Je sors du bloc opératoire et retire mes gants imbibés de sang, mon tablier de protection stérile ainsi que ma cagoule médicale et mon masque facial. Je prends la savonnette qui est près de moi et me lave les mains. Je me rince le visage pour avoir les idées un peu plus claires pour affronter la réalité. Je regarde mon reflet à travers le miroir et j’ai juste une forte envie de pleurer. J’ai une relation de proximité avec mes patients et lorsque j’en perds un, j’ai l’impression d’avoir perdu un parent, un ami. Je suis devenue médecin pour sauver des vies et c’est toujours difficile de devoir surtout annoncer le décès d’un patient à ses proches. 

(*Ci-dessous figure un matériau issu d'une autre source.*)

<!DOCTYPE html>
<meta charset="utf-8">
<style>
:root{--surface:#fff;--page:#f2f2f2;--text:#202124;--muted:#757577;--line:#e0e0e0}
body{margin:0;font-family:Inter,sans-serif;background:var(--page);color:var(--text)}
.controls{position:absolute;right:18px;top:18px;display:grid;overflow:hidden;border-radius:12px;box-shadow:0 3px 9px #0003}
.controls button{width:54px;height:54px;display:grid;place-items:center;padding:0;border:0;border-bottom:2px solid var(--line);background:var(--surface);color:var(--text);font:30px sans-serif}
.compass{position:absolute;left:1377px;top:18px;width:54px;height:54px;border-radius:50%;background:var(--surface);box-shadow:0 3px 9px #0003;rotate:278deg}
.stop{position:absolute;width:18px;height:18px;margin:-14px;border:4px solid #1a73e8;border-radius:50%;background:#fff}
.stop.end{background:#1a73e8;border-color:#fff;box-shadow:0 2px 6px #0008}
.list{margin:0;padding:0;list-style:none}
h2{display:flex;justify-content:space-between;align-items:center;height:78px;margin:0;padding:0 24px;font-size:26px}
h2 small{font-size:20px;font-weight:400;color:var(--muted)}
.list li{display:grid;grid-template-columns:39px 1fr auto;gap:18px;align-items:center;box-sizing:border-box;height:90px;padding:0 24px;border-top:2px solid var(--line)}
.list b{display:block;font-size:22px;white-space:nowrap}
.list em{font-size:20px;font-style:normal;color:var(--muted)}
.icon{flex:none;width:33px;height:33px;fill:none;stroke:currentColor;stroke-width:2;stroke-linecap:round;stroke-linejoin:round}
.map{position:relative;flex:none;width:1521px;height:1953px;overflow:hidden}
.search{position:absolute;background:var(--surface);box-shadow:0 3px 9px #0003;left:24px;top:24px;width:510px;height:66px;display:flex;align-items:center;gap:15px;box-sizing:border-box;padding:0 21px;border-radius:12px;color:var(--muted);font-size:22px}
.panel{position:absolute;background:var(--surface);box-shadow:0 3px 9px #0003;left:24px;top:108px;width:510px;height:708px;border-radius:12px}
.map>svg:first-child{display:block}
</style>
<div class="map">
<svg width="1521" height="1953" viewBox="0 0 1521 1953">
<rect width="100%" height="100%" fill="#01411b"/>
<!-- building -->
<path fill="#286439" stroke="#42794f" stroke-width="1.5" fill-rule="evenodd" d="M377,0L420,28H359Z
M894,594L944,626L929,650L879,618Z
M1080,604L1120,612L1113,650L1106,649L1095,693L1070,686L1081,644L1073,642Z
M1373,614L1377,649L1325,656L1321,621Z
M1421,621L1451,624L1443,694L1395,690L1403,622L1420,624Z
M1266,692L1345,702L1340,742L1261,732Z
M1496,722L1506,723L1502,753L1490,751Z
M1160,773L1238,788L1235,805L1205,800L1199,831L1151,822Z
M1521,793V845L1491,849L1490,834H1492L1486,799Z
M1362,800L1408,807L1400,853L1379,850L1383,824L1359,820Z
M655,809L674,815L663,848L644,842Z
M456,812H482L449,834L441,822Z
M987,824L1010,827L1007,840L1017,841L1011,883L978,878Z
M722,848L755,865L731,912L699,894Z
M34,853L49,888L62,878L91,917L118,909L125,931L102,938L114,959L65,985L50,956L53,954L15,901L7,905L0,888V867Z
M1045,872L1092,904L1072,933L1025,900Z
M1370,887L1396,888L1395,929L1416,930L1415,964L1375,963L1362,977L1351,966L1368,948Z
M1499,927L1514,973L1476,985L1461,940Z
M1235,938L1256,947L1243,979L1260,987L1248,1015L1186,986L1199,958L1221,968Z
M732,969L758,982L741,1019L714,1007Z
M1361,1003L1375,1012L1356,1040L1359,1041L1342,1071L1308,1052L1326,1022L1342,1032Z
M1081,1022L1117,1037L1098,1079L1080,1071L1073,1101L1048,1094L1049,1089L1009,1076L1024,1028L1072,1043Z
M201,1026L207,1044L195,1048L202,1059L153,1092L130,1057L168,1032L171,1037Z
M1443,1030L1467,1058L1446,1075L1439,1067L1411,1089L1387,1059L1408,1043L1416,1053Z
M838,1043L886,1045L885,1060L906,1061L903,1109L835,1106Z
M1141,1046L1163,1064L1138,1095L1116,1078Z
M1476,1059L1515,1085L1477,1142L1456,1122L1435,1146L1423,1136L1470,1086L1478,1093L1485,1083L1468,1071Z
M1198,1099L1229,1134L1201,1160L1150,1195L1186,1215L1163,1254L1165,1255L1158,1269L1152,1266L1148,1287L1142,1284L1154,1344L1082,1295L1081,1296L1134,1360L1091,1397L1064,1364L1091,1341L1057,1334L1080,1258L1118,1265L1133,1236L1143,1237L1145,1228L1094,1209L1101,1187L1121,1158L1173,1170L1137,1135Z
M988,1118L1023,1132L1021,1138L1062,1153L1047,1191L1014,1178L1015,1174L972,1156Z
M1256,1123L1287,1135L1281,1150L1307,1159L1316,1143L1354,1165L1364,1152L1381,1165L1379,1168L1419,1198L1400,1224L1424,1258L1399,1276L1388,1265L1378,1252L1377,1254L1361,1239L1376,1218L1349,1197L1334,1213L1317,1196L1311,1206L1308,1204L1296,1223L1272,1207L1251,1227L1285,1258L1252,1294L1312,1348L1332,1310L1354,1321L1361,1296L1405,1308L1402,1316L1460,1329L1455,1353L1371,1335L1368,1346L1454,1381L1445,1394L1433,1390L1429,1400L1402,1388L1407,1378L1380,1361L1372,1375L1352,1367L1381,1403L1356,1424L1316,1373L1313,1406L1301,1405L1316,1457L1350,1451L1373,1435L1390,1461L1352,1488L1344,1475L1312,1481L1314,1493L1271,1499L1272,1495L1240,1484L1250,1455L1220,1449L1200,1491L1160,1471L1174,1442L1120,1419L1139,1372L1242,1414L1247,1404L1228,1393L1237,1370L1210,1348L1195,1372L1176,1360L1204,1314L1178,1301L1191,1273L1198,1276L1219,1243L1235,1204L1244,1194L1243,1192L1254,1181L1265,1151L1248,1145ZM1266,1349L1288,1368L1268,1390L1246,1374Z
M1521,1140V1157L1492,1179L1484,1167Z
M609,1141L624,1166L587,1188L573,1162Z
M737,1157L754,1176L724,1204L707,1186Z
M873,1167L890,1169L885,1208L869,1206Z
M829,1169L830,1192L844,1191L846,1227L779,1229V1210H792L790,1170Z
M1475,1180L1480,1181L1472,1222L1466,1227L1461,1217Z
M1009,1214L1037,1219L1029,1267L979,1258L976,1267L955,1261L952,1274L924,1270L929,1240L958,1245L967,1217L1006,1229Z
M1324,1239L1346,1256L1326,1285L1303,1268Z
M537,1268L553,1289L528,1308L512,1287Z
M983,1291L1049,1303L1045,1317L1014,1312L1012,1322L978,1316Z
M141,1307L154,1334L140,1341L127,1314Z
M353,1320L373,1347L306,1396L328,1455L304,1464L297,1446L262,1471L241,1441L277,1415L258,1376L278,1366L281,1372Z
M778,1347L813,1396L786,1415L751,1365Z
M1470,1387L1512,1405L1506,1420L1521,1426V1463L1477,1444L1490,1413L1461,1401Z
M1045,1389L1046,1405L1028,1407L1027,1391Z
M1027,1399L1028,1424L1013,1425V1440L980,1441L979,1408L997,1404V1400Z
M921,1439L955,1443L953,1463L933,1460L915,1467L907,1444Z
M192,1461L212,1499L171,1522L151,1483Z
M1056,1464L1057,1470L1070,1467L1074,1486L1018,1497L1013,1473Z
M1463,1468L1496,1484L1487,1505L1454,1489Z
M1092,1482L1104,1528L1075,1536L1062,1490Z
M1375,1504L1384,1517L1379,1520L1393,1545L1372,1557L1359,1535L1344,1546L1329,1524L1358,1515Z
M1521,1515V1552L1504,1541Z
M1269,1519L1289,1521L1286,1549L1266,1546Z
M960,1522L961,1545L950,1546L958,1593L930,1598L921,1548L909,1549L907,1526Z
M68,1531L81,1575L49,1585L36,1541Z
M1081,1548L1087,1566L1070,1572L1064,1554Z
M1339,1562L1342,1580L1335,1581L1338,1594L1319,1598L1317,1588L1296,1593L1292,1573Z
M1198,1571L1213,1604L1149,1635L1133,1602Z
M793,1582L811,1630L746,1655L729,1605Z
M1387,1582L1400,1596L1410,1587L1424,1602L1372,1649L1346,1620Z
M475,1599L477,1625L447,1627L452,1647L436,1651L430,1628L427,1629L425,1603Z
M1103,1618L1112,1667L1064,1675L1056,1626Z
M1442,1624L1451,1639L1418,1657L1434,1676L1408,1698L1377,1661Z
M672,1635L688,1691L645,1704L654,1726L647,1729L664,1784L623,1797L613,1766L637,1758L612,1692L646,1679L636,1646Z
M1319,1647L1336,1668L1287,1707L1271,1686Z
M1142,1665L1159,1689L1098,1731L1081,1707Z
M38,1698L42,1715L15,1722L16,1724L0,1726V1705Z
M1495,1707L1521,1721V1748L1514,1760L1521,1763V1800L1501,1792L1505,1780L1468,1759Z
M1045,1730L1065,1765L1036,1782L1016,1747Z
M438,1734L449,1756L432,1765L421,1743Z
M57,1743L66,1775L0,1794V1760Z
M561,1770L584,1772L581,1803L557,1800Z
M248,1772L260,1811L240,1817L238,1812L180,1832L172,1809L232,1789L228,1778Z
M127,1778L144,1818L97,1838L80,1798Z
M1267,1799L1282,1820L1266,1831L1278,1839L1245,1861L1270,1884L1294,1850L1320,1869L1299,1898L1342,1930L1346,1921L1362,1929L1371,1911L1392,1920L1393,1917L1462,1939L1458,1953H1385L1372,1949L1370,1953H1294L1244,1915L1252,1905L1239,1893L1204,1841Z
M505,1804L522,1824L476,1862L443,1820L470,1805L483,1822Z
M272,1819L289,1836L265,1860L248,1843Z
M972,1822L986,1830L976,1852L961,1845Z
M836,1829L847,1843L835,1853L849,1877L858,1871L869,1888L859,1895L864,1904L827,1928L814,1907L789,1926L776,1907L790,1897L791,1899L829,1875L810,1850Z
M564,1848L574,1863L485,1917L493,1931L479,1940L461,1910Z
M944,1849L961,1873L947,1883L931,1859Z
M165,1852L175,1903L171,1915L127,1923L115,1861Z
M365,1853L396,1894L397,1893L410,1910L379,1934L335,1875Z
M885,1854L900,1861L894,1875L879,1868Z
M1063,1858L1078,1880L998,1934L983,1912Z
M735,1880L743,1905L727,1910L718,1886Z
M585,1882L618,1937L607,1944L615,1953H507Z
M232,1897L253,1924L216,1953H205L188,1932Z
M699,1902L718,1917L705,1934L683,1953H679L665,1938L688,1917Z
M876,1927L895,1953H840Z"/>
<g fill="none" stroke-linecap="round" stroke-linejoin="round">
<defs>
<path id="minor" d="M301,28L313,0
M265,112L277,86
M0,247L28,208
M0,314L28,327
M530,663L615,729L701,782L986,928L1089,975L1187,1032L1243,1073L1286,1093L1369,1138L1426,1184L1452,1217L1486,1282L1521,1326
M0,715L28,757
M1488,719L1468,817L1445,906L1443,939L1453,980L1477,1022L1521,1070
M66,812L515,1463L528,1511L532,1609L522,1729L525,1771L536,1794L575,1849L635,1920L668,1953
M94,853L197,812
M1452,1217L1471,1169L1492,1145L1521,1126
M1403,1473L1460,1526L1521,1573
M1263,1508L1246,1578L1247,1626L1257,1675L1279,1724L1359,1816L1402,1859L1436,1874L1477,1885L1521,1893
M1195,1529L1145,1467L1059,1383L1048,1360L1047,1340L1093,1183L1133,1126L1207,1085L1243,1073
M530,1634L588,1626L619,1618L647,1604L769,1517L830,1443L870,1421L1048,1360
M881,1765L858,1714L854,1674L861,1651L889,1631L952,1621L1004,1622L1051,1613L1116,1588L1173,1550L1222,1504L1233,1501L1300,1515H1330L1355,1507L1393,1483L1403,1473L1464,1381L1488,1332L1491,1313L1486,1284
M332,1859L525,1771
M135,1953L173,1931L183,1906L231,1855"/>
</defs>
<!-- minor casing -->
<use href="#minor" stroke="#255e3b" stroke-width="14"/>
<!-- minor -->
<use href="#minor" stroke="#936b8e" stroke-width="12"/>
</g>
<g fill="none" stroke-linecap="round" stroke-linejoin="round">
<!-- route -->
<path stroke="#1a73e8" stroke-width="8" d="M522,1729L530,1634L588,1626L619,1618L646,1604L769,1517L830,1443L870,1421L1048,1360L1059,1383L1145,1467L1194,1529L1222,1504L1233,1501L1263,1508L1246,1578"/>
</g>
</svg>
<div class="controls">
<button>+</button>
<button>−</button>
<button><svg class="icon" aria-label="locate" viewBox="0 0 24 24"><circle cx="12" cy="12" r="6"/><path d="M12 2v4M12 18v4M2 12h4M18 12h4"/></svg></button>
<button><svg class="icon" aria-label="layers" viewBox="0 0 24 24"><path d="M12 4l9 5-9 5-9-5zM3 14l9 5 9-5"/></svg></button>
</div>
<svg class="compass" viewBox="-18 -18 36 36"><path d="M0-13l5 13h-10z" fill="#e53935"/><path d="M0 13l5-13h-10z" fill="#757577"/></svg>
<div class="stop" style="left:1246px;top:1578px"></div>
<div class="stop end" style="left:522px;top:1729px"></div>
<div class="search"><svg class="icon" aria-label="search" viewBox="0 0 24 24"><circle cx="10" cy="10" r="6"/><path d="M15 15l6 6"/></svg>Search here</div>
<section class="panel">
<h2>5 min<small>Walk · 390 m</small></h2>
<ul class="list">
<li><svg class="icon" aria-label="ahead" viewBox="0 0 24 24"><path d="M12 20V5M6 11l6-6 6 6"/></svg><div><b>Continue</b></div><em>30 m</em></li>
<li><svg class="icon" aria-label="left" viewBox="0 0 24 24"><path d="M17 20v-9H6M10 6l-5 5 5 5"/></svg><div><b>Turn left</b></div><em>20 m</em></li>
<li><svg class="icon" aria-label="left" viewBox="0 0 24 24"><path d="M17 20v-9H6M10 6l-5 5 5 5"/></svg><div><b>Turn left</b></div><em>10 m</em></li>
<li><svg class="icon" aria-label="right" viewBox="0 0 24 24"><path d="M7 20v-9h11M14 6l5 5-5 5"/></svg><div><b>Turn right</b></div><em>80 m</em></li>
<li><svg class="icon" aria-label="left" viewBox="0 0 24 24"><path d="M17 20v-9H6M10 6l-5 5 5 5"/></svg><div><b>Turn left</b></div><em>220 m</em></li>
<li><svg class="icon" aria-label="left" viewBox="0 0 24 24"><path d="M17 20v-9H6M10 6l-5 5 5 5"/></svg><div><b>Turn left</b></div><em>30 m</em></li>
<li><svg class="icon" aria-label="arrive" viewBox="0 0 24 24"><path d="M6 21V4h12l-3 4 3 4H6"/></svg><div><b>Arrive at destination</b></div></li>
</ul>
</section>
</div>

Quelques heures plus tôt, je n’aurai même pas pu imaginer pouvoir vivre une telle soirée. Un grave accident de la route a eu lieu impliquant un couple d’une part et chauffeur de taxi un peu ivre aux primes abords. En recevant les blessés, je constate l’état avancé de la grossesse de ma patiente. Elle ne réagit à aucun examen médical que je lui fais subir. Le bébé allait bien à ce moment-là. Une heure plus tard, des complications ont surgi en raison d’une hémorragie interne mettant en danger la vie du bébé. Un choix s’est imposé après une concertation avec l’époux de la victime au cas où nous devrions faire face à une décision cornélienne pour sauver la vie soit du bébé soit de la maman. Le bébé est en vie et en pleine forme mais sa mère a succombé à un arrêt cardiaque et cela j’ai du mal encore à l’accepter. Annoncer cette nouvelle à son époux n’a pas du tout été facile mais je devais le faire malgré tout. Elle s’appelait Andréa, avait vingt-sept ans et amis au monde un beau bébé qu’elle n’a même pas eu le temps de prendre dans ses bras. Souvent, je trouve la vie d’une énorme tristesse.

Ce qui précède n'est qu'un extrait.